Californians are under their first mandatory water restrictions ever as the state struggles with the fourth year of a severe dry spell and the Sierra Nevada snowpack—a major source of water for Southern California in spring and summer—is the lowest in at least 60 years.

South Pasadena upped the city’s water restrictions to the “stage two” level, mandating that residents water their lawns just twice a week and fill their ornamental ponds only to levels required to “sustain” aquatic life.

So when district officials learned that the high school pool would have to be drained for repairs, they figured, why not see if anyone wants to use the water before sending it to the storm drain?

They counteracted the chlorine to make the water potable—though it was recommended for use in the garden—and sent an email to all student families in the district entitled “Free water!!”

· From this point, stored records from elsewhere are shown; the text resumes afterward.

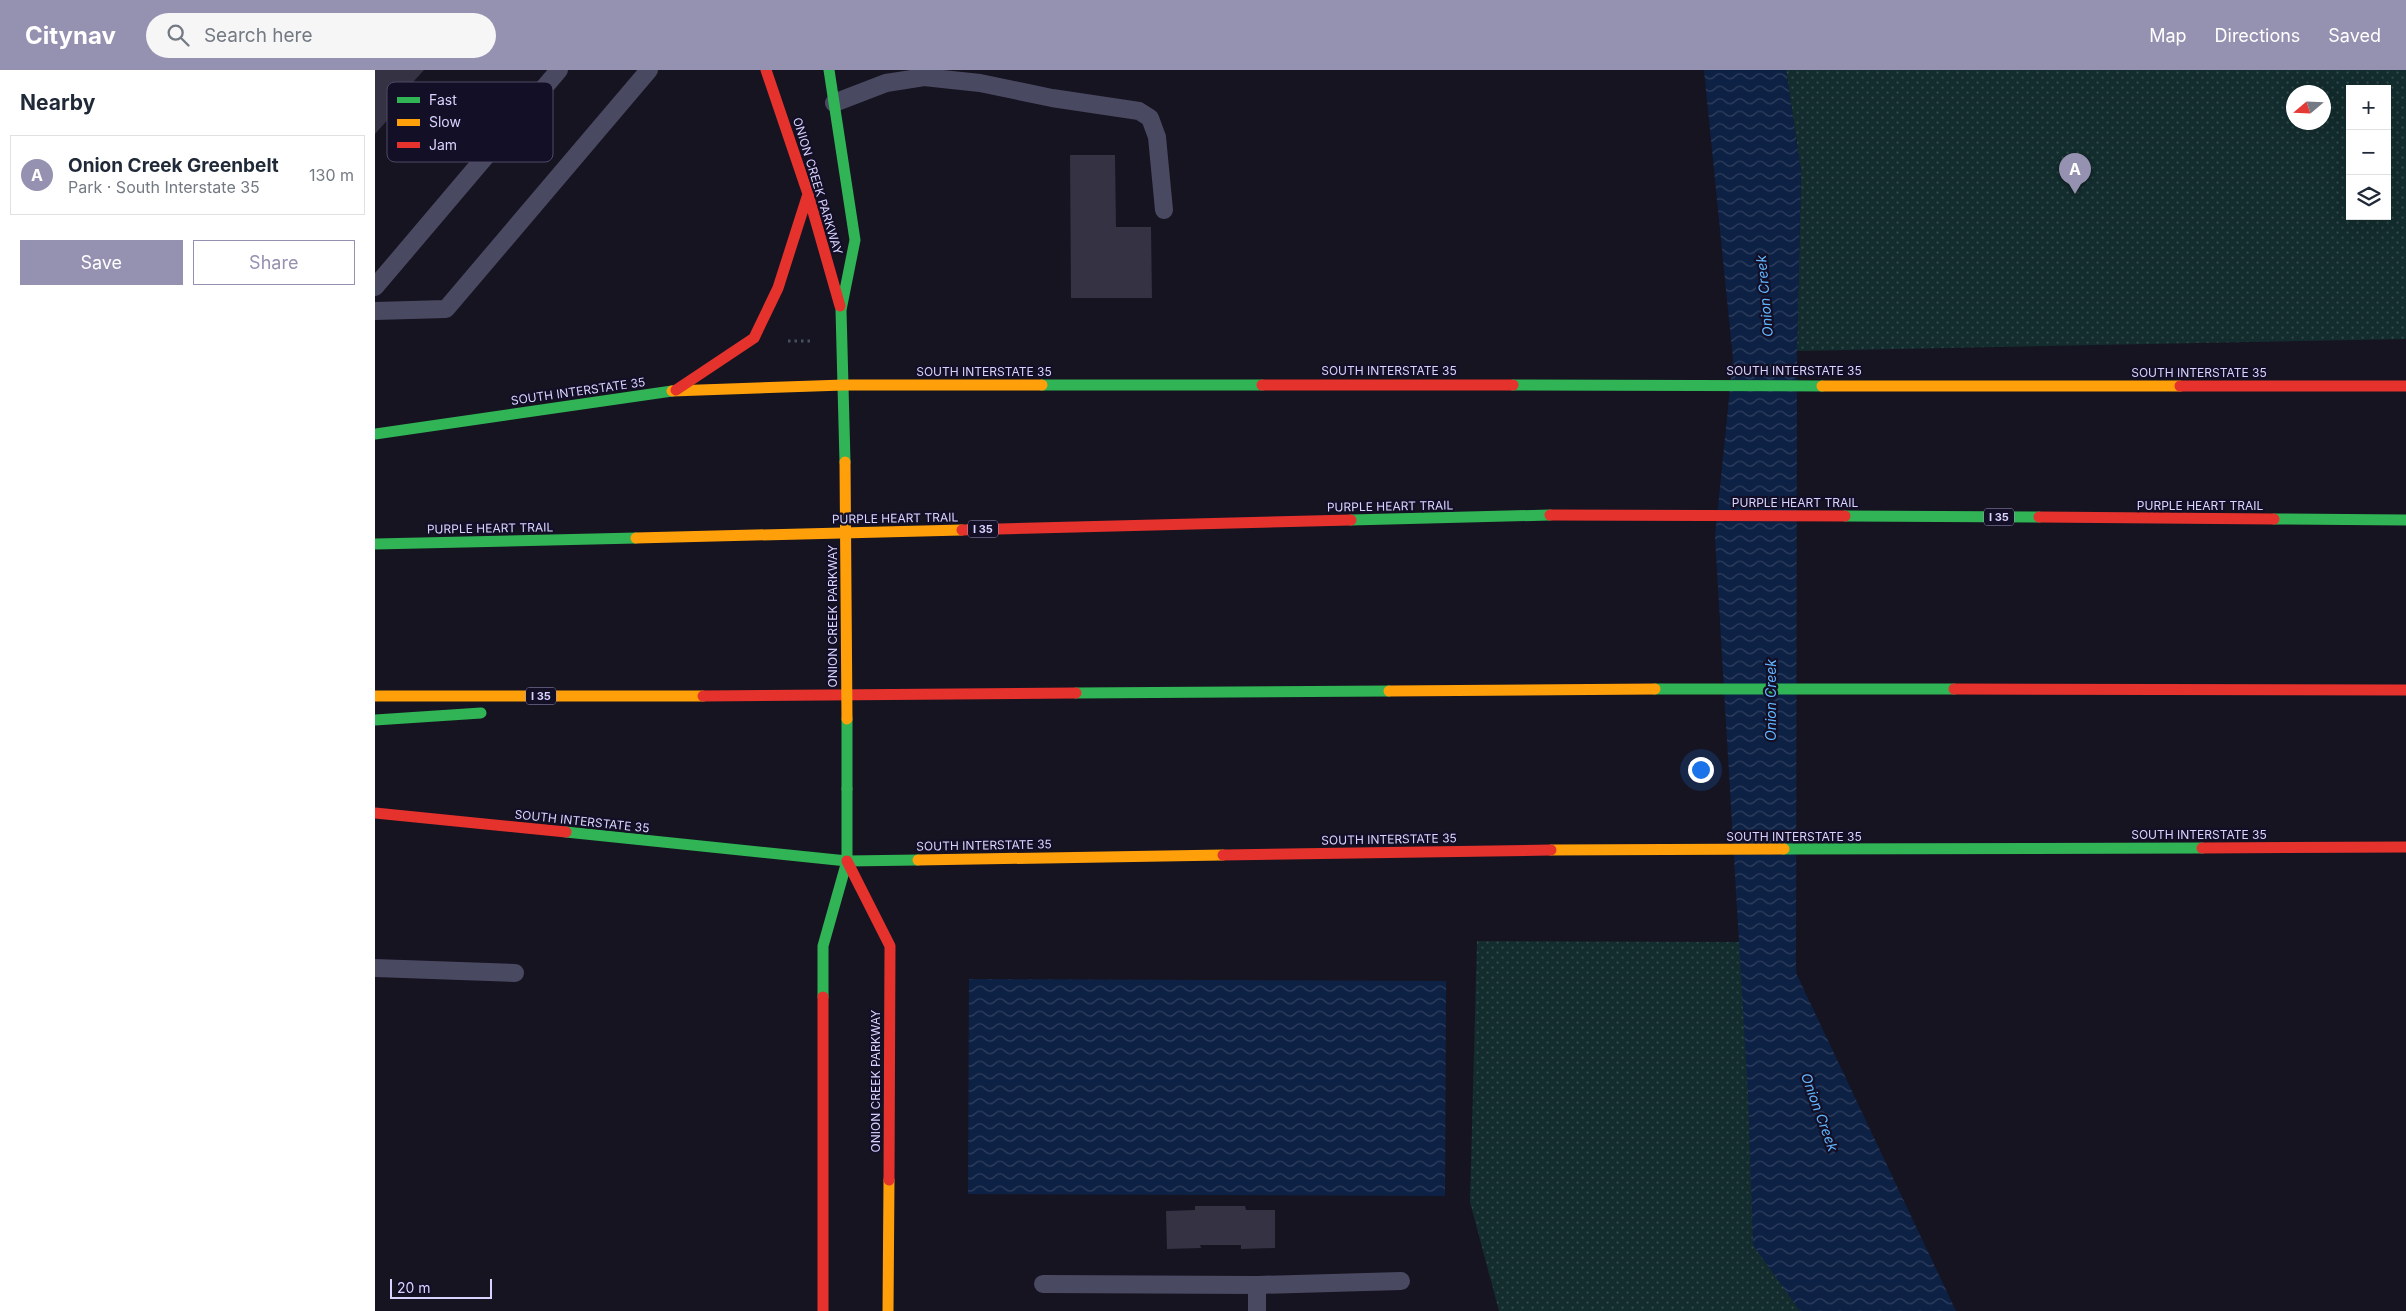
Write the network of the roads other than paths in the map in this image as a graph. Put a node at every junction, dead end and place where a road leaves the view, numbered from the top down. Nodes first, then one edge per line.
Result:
1 (559, 70) edge
2 (649, 70) edge
3 (766, 70) edge
4 (829, 70) edge
5 (549, 82) edge
6 (834, 103) junction
7 (481, 162) edge
8 (808, 194) junction
9 (1164, 210) dead end
10 (375, 287) edge
11 (841, 310) junction
12 (375, 311) edge
13 (844, 385) junction
14 (2406, 386) edge
15 (676, 390) junction
16 (375, 434) edge
17 (2406, 520) edge
18 (375, 544) edge
19 (2406, 690) edge
20 (375, 696) edge
21 (707, 696) junction
22 (541, 708) dead end
23 (492, 712) dead end
24 (375, 720) edge
25 (375, 813) edge
26 (2406, 847) edge
27 (847, 861) junction
28 (375, 968) edge
29 (515, 973) dead end
30 (1401, 1281) dead end
31 (1043, 1284) dead end
32 (1257, 1285) junction
33 (823, 1311) edge
34 (888, 1311) edge
35 (1257, 1311) edge

1 - 5 lane
2 - 12 lane
3 - 8 main road, ONION CREEK PARKWAY
4 - 6 main road, ONION CREEK PARKWAY
6 - 9 lane
6 - 11 main road, ONION CREEK PARKWAY
7 - 10 lane
8 - 11 main road, ONION CREEK PARKWAY
8 - 15 main road
11 - 13 main road, ONION CREEK PARKWAY
13 - 14 main road, SOUTH INTERSTATE 35
13 - 15 main road, SOUTH INTERSTATE 35
13 - 27 main road, ONION CREEK PARKWAY, bridge
15 - 16 main road, SOUTH INTERSTATE 35
17 - 18 main road, PURPLE HEART TRAIL / I 35
19 - 21 main road, I 35
20 - 21 main road, I 35
21 - 22 main road
23 - 24 main road
25 - 27 main road, SOUTH INTERSTATE 35
26 - 27 main road, SOUTH INTERSTATE 35
27 - 33 main road, ONION CREEK PARKWAY
27 - 34 main road, ONION CREEK PARKWAY
28 - 29 lane
30 - 32 lane
31 - 32 lane
32 - 35 lane

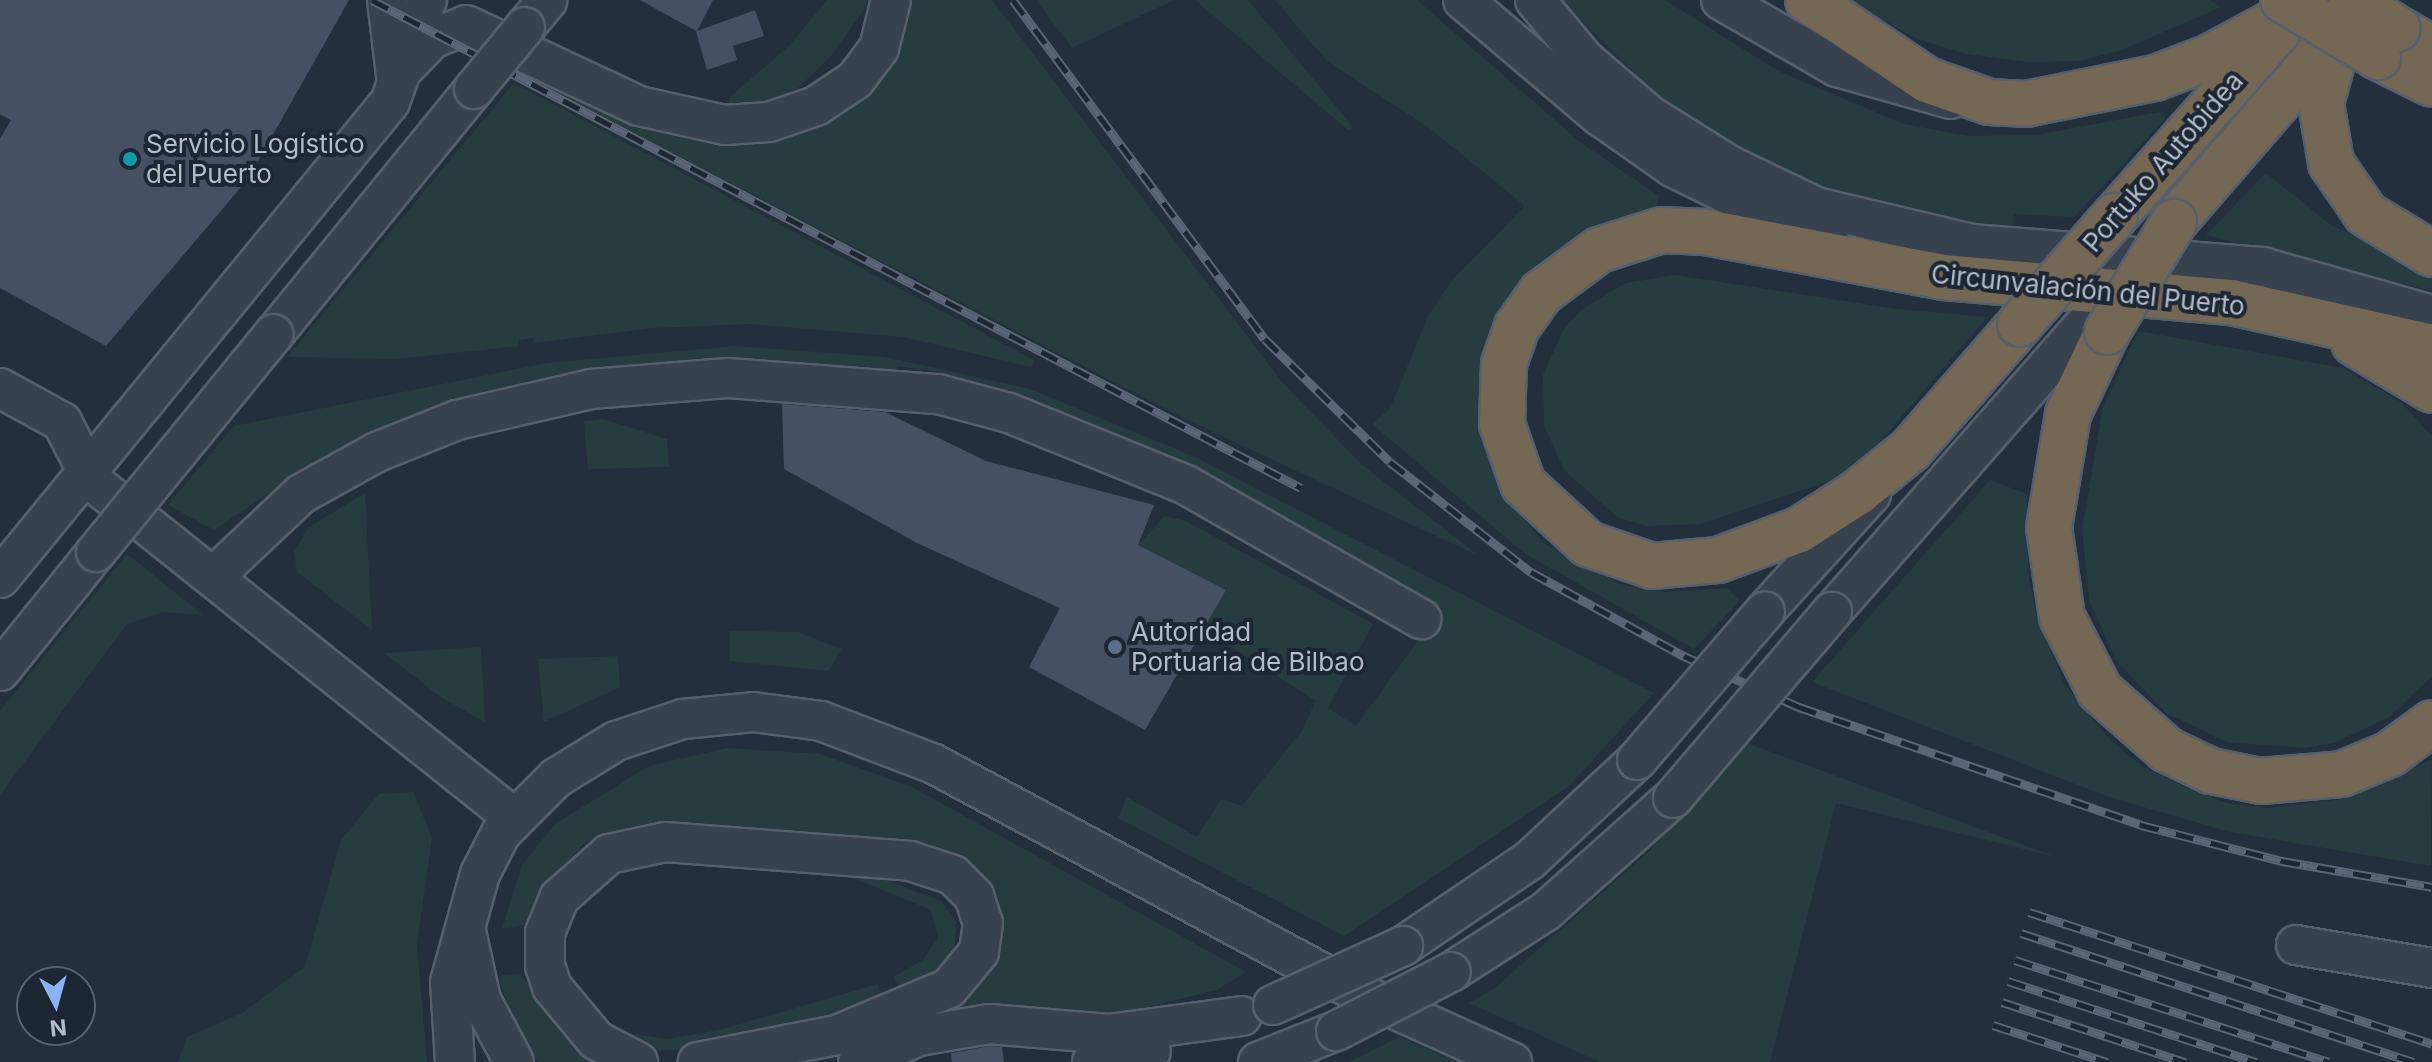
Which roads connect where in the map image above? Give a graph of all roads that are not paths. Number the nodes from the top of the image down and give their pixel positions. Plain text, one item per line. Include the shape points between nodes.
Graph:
1 (387, 0) edge
2 (427, 0) edge
3 (451, 0) edge
4 (891, 0) edge
5 (1463, 0) edge
6 (1477, 0) edge
7 (1501, 0) edge
8 (1535, 0) edge
9 (1721, 0) edge
10 (1808, 0) edge
11 (537, 14) edge
12 (2352, 19) edge
13 (486, 30) junction
14 (1525, 54) junction
15 (2432, 55) edge
16 (399, 80) junction
17 (2432, 84) edge
18 (1989, 102) junction
19 (1600, 116) junction
20 (2432, 254) edge
21 (1884, 267) junction
22 (2294, 314) junction
23 (2432, 315) edge
24 (2096, 329) junction
25 (2432, 347) edge
26 (0, 388) edge
27 (2432, 390) edge
28 (1910, 450) junction
29 (86, 475) junction
30 (213, 577) junction
31 (0, 578) edge
32 (1421, 619) dead end
33 (0, 671) edge
34 (2432, 723) edge
35 (514, 818) junction
36 (465, 924) junction
37 (2296, 945) dead end
38 (2432, 968) edge
39 (1257, 1011) junction
40 (881, 1038) edge
41 (455, 1062) edge
42 (514, 1062) edge
43 (638, 1062) edge
44 (698, 1062) edge
45 (1092, 1062) edge
46 (1258, 1062) edge
47 (1512, 1062) edge

1 - 16 street
2 - 16 street
3 - 13 street
4 - 13 street via 879,48 855,80 816,106 748,124 639,106
5 - 14 street
6 - 14 street
7 - 19 street
8 - 23 street via 1585,60 1649,115 1729,165 1816,207 1971,244 2192,257 2262,267
9 - 18 street via 1793,45 1861,76 1926,95
10 - 18 highway via 1927,80
11 - 33 street, bridge
12 - 15 highway
12 - 17 highway
12 - 18 highway via 2062,101
12 - 20 highway via 2324,79 2322,123 2331,163 2366,214
12 - 24 highway, Portuko Autobidea, bridge via 2174,222
12 - 28 highway, Portuko Autobidea, bridge via 2115,216
13 - 16 street via 466,25 444,31
14 - 19 street
16 - 29 street
19 - 21 street via 1726,198
21 - 22 highway, Circunvalación del Puerto via 2003,284 2158,292
21 - 28 highway, Circunvalación del Puerto via 1694,230 1620,241 1559,276 1523,318 1504,364 1502,424 1514,466 1540,505 1606,554 1652,566 1718,560 1799,530
22 - 25 highway, Circunvalación del Puerto
22 - 27 highway via 2395,362
24 - 34 highway, Portuko Autobidea via 2068,414 2049,527 2062,617 2100,691 2167,750 2211,771 2261,781 2342,774 2390,754
24 - 46 street, bridge via 1832,612 1673,798 1546,911 1451,972 1336,1031
26 - 29 street via 62,422
28 - 39 street, bridge via 1637,760 1530,860 1403,946
29 - 30 street
29 - 31 street
30 - 32 street via 301,494 377,452 457,420 591,389 728,378 938,394 1009,413 1186,485
30 - 35 street
35 - 36 street via 485,863
35 - 47 street via 585,757 650,728 753,712 821,721 934,764 1359,993
36 - 41 street via 450,982
36 - 42 street via 481,1000
37 - 38 street
39 - 40 street via 1109,1034 1004,1024
39 - 45 street via 1181,1044
40 - 43 street via 949,988 979,952 980,908 953,875 910,861 643,843 609,854 573,881 550,917 544,950 552,987 570,1013 596,1040
40 - 44 street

Just before 8 a.m., when the public was invited to show up, a pump had already started sending water out through a long hose into the parking lot. As the jackhammers ripped into the concrete and the repairs on the pool got underway, a neighbor who lived next to the school noticed the stream of water going by his property. He asked Steve, the pool manager, if he could use some of that water running down the street. Steve told him he could just spray it directly, so the neighbor picked up the hose and gave a hedge and some groundcover a drink.

A couple that lives a few blocks away, Tom and Michelle, showed up with a few Home Depot buckets, a white jug, and a big trash can. Steve only filled up the trash barrel halfway because it was getting too heavy and seemed like it might break. The couple drove home very slowly to keep all the water from sloshing out. Michelle scooped out a few bowlfuls onto her pansies, and vowed to save the rest for a hotter, drier period.

A father and son came with a couple of handle jugs like you find sitting on top of an office water dispenser. A neighbor from across the street came with a trash can— though it ended up leaking so badly he had to transfer the water into another bucket when he got home.

Steve, the pool manager, was a little disappointed. He said he had been a pretty vigilant water conservationist at his own house: He put plastic trash barrels by his gutters and used the collected rainwater on his plants. Steve didn’t have a choice about draining the pool and “I can’t take all the water myself,” he told Zócalo’s photographer Jake Fabricius. He watched it flow into the street unused.